Instead, keynotes of concern include the sheer scale of the task; the suggestion that it might be carried out by State institutions only; by the possible hobbling of free market forces in the massive business potential involved; by a proposed ban on inspection being carried out by vehicle repairers; by a lack of standards on inspection equipment and systems; and the spin-off dangers of all sorts of policy, economic, legal and commercial conflicts and anomalies. 

But the concept itself has not been robustly challenged. The initiative, and all its implications, are posited on the statistic that “5pc” of “road crashes” are “caused” by “vehicle defects”. Perhaps the greatest wonder (and disappointment) is that research has got past all three of those profoundly non-specific assertions. 

Certainly, 5pc of road crashes is not an insignificant issue, and everyone accepts the value of roadworthiness – not just for safety, but also for operational efficiency and  environmental responsibility. 

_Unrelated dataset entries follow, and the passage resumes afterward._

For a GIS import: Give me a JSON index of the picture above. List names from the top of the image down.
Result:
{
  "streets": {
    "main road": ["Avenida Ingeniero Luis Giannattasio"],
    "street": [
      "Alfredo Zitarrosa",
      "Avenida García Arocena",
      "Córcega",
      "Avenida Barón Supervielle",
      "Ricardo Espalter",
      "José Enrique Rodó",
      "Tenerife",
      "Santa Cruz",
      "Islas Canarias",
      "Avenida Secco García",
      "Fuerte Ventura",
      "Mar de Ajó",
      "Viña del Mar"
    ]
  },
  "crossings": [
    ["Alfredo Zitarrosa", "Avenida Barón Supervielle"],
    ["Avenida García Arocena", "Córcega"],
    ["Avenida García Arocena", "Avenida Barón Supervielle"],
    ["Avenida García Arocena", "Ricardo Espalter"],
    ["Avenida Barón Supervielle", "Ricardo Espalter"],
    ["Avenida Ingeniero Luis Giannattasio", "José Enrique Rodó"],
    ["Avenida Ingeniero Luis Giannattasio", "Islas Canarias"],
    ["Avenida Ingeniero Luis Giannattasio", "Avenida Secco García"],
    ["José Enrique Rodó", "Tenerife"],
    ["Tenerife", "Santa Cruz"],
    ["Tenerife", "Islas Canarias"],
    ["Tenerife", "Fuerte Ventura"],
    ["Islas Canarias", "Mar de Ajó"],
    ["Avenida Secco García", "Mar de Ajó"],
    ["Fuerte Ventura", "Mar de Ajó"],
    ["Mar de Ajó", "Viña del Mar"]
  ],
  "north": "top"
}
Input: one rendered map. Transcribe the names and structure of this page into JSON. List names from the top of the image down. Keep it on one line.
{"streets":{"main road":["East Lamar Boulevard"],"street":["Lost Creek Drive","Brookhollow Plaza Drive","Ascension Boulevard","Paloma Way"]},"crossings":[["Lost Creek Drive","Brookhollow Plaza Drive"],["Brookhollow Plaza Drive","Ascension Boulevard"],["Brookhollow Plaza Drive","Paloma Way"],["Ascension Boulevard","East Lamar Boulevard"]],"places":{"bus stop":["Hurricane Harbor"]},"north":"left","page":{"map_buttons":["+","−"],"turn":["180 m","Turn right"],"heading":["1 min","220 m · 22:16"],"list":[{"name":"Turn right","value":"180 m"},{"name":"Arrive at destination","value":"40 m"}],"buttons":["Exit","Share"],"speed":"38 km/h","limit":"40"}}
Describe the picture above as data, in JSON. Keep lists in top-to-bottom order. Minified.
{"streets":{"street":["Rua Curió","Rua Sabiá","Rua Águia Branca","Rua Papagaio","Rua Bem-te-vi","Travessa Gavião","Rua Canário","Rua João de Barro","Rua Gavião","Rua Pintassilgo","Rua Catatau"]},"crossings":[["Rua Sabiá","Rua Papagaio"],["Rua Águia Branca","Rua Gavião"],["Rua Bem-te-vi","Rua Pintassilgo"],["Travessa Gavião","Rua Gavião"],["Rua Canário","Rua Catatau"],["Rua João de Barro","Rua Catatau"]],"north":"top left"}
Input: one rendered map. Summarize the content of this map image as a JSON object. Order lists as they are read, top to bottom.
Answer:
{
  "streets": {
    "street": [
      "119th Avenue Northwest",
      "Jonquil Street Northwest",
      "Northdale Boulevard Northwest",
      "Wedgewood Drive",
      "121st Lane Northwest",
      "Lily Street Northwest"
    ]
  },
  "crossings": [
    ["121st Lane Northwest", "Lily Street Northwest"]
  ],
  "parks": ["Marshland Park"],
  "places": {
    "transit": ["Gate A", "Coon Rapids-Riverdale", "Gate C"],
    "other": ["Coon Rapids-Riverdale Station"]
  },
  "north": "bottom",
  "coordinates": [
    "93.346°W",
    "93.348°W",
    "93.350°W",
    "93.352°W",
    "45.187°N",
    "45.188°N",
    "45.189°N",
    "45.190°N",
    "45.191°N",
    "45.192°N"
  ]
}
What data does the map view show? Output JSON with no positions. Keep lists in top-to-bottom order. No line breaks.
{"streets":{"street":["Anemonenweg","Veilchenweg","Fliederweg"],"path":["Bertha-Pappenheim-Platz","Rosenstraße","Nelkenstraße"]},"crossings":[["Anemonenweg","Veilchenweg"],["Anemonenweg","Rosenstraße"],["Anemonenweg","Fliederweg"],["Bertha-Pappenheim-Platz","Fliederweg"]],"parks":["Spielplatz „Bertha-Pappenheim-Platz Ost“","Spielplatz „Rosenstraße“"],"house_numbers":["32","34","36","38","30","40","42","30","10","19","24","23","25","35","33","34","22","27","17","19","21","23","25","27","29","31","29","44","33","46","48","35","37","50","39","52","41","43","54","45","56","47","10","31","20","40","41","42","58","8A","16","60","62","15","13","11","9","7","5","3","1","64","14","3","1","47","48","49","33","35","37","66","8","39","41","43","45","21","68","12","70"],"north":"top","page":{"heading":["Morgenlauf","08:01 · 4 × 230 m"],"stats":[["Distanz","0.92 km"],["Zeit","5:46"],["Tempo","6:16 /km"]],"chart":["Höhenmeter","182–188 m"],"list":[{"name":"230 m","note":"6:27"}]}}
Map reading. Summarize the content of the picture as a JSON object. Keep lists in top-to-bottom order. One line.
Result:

But even if we do not challenge (or at least substantiate) that figure; even if we don’t question the criteria of accident cause, or distinguish what particular types of road crash result from what type of defect, or what the primary causes of those defects are in the first place… …surely we must ask what “causes” the other 95pc of road crashes (is the answer to that question not 19 times more important?), and question what is being done about those. First! By all means let us address the cause and remedy of every type of road accident, but perforce in some order of priority.  

In a world where all resources are limited we must first determine which cause(s) are most crucial, and what action on which of those causes will have the most assured, beneficial and cost-effective outcome. On those criteria, Vehicle Inspection might not even get on the agenda! 

There are so many more pressing problems, and more practical remedies, and higher priorities.